Jean-Joseph Cassanéa de Mondonville
Baptisé à Narbonne le 25 décembre 1711 et mort à Belleville (Paris) le 8 octobre 1772, Jean-Joseph Cassanéa de Mondonville est un compositeur, violoniste et chef d'orchestre français.
Bien qu'appartenant à une génération ultérieure, Mondonville est contemporain de Jean-Philippe Rameau. Il naît dans une famille aristocratique occitane qui a connu des revers de fortune. Entre 1735 et 1737, on le trouve comme maître des violonistes aux « concerts de Lille ». Il s'installe à Paris en 1738 et est engagé, grâce à la protection de Madame de Pompadour, comme violoniste au Concert Spirituel. Pendant les années 1740, il poursuit sa carrière de violoniste, même si le motet “Venite, exultemus Domino”, publié en 1740, lui vaut le poste de sous-maître de musique de la Chapelle, précisément du quartier du mois de juillet. En 1747, il épouse Anne-Jeanne Boucon, claveciniste célèbre à qui Rameau avait dédié en 1741 une de ses pièces de clavecin en concert, œuvre qui reprenait une formule mise au point par Mondonville lui-même dès son opus III en 1734.
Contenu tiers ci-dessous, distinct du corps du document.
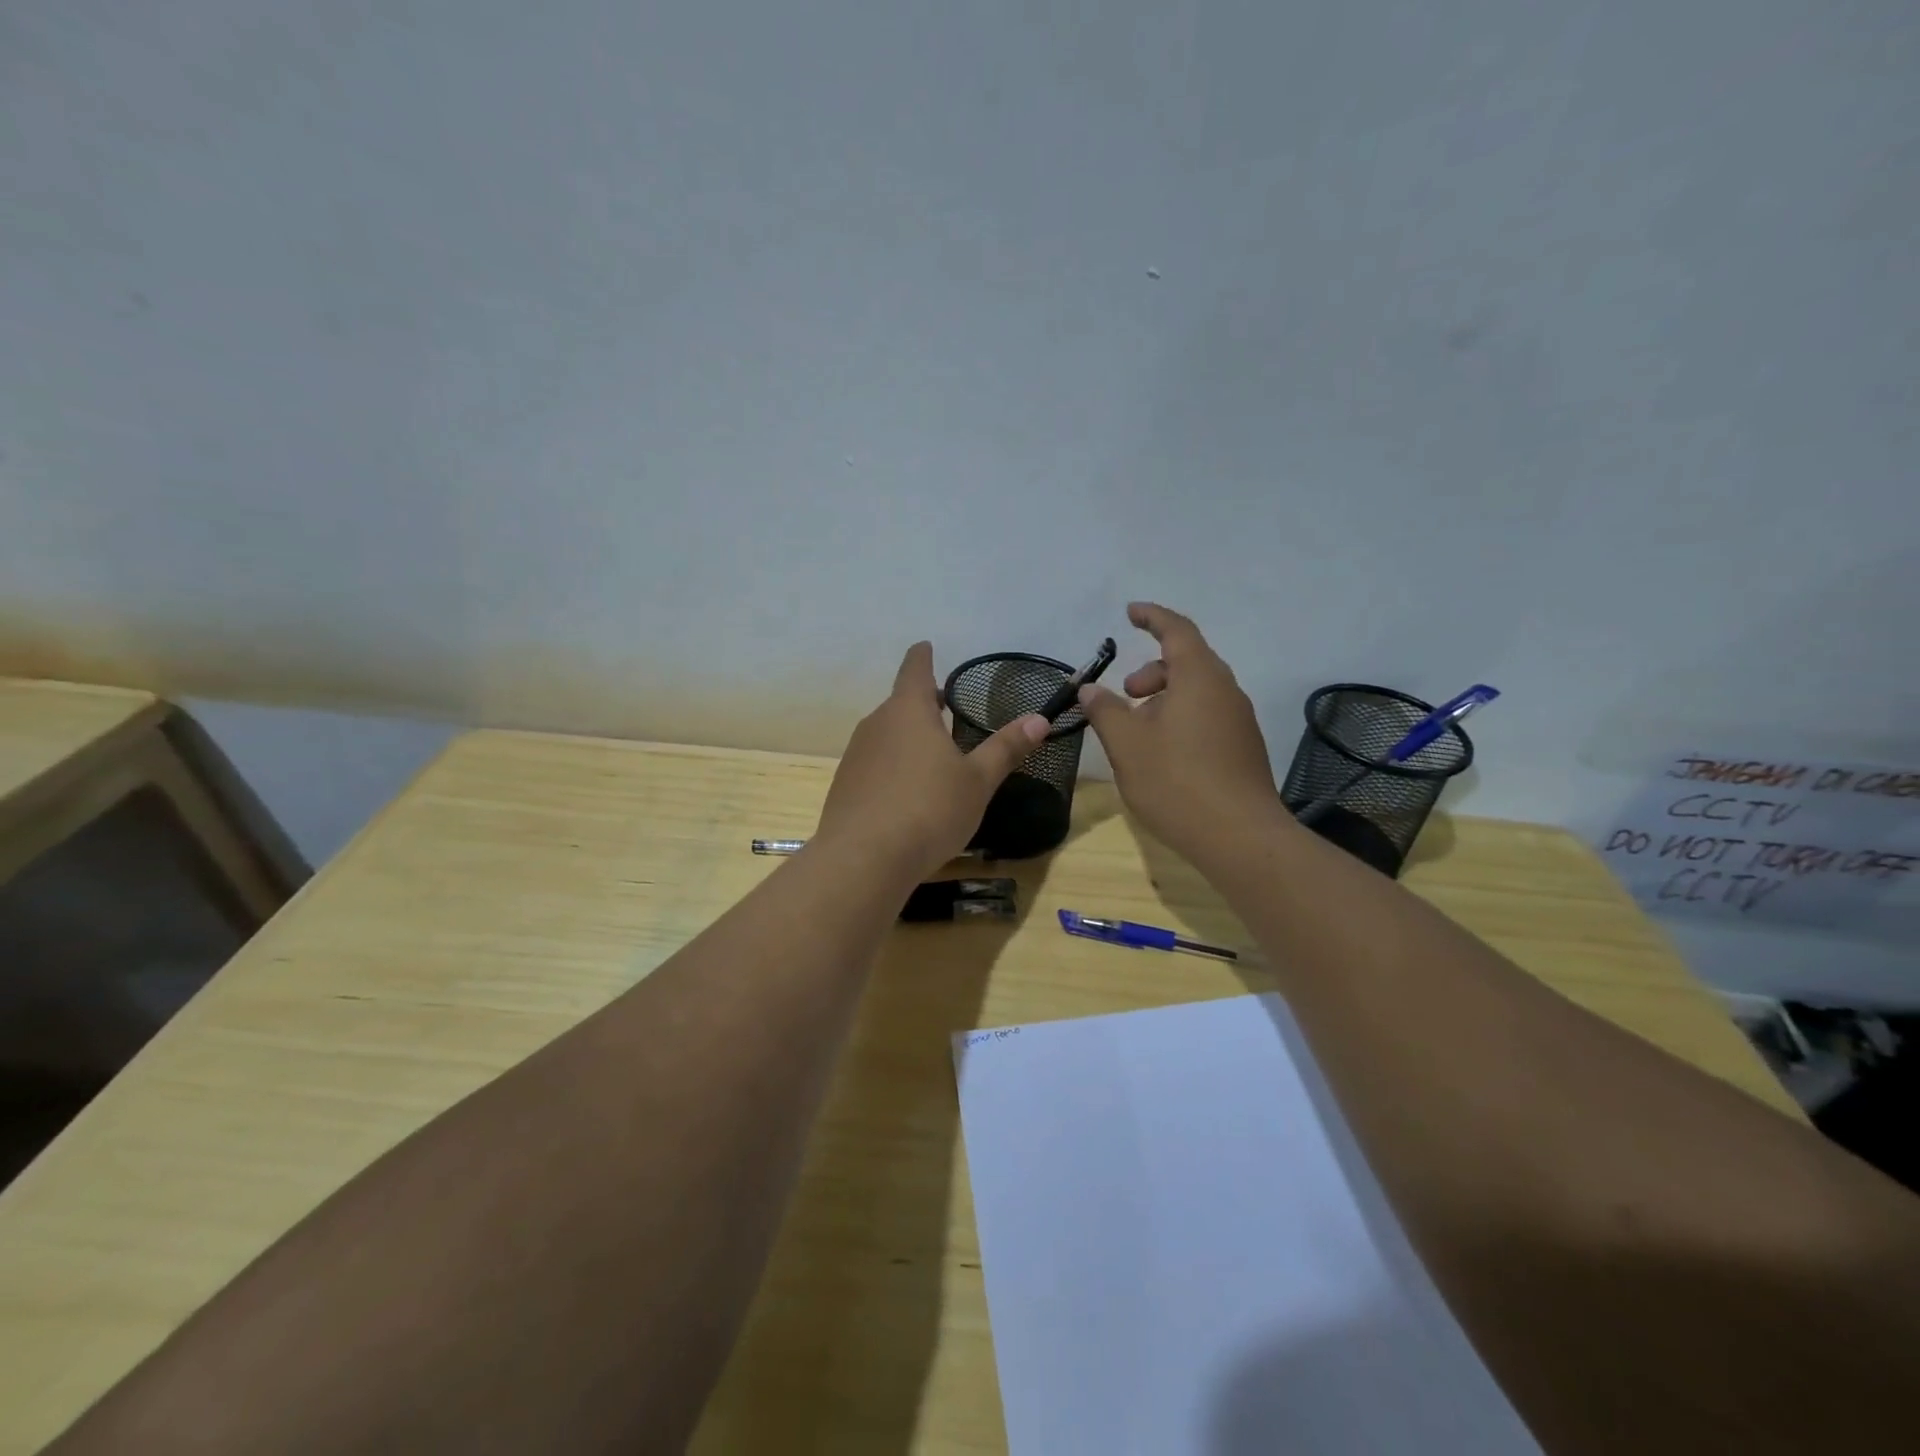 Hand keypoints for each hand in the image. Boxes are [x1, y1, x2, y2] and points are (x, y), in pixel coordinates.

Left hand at [815, 642, 1047, 882]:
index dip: (923, 656)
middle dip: (923, 704)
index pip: (914, 668)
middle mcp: (876, 723)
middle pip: (901, 702)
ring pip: (886, 734)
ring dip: (908, 737)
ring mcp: (856, 754)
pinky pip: (874, 763)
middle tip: (947, 712)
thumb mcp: (977, 781)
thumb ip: (1006, 748)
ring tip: (932, 757)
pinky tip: (906, 794)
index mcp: (909, 710)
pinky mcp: (845, 785)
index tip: (927, 646)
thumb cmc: (928, 809)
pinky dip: (892, 766)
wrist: (863, 859)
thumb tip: (1039, 719)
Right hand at [1077, 602, 1287, 868]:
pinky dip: (1181, 719)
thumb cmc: (1176, 781)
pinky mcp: (1243, 749)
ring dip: (1164, 699)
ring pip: (1198, 692)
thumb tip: (1090, 689)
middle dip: (1152, 671)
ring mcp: (1239, 721)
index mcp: (1200, 678)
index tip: (1130, 612)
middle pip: (1188, 662)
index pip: (1177, 630)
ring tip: (1137, 732)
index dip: (1152, 617)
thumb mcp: (1127, 744)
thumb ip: (1105, 710)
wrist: (1239, 837)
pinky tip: (1162, 754)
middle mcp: (1226, 691)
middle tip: (1125, 695)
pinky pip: (1208, 717)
Dans la querelle des Bouffons (1752 à 1754), il prend le parti de la musique française. Sa pastorale héroïque Titon et l'Aurore, dont la première a lieu le 9 janvier 1753 à l'Académie royale de musique, est un événement important destiné à imposer la supériorité de la tragédie lyrique française. Pourtant, l'année suivante, Mondonville compose le livret et la musique de son opéra en occitan, Daphnis et Alcimadure, où, par des emprunts à différents intermèdes italiens représentés en France à la même époque, se perçoit nettement l'influence du style italien.
Entre 1734 et 1755, il compose 17 grands motets, dont seules neuf partitions nous sont parvenues. La musique de Mondonville se caractérise par son inventivité et son expressivité. On peut citer la lenteur hiératique du Dominus regnavit, l'impétuosité du Elevaverunt flumina et le lyrisme du Gloria patri dans le même motet (Dominus regnavit), ou bien le modernisme fougueux du verset Jordanis conversus est retrorsum dans le motet In exitu Israel. Grâce à une grande maîtrise orchestrale et vocale, Mondonville apporte au genre du grand motet — genre dominant du répertoire de la Chapelle royale jusqu'à la Révolution — une couleur, un dramatisme inhabituel, qui font de ses œuvres des créations remarquables de la musique baroque.
En 1755, après la mort de Pancrace Royer, Mondonville le remplace au titre de directeur du Concert Spirituel jusqu'en 1762.
Pierre-Louis D’Aquin de Château Lyon, dans son Siècle littéraire de Louis XV ou Lettres sur les hommes célèbres, se montre particulièrement prodigue d’éloges sur ce Narbonnais : « Mais si je n’étais pas Rameau, qu’aurais-je de mieux à désirer que d’être Mondonville ? ». Voilà qui nous fait infiniment regretter les pertes d’autres grands motets et en particulier de ceux en français (Les Israélites à la montagne d’Horeb, 1758, Les fureurs de Saül, 1759) ou encore cet intriguant Concert à trois chœurs (1738) dont on peine à imaginer les contours.
Cette originalité ne réside pas seulement dans le caractère novateur de ses compositions mais aussi dans des spécificités d’écriture qui font sa marque de fabrique : il possède ainsi une prédilection pour les francs unissons massifs aussi bien au chœur qu’à l’orchestre, connaissant parfaitement l’énergie qui s’en dégage. Pour autant, il sait recourir également à un contrepoint d’une rare élégance et manie les dialogues entre textures avec une aisance étourdissante. De surcroît, ses récits et ensembles sont marqués par un charme mélodique évident qui séduisent immédiatement l’auditeur. Son inventivité s’exprime enfin dans les contrastes qu’il sait insuffler aux différentes sections d’un motet, parfois même au sein d’une même page, illustrant les textes sacrés avec une rare intelligence, sachant dépasser un trait décoratif qu’on a pu parfois lui reprocher : bien des épisodes sont empreints de profondeur et c’est souvent un souffle réellement épique qui éclate avec une puissance très impressionnante en de nombreux endroits.
Datant de la période lilloise (1734), le “Dominus regnavit” possède encore quelques traits de l’écriture de Lalande. La fugue toute française s’établit sur le matériau présenté dans la ritournelle introductive, et fait montre d’une fière allure par son rythme pointé. L’homophonie règne à partir de la modulation en si bémol majeur avec une mise en valeur de “Decorem indutus est” avant de réaffirmer le sujet initial à l’unisson et de conclure magistralement cette page qui ne pouvait que saisir les contemporains.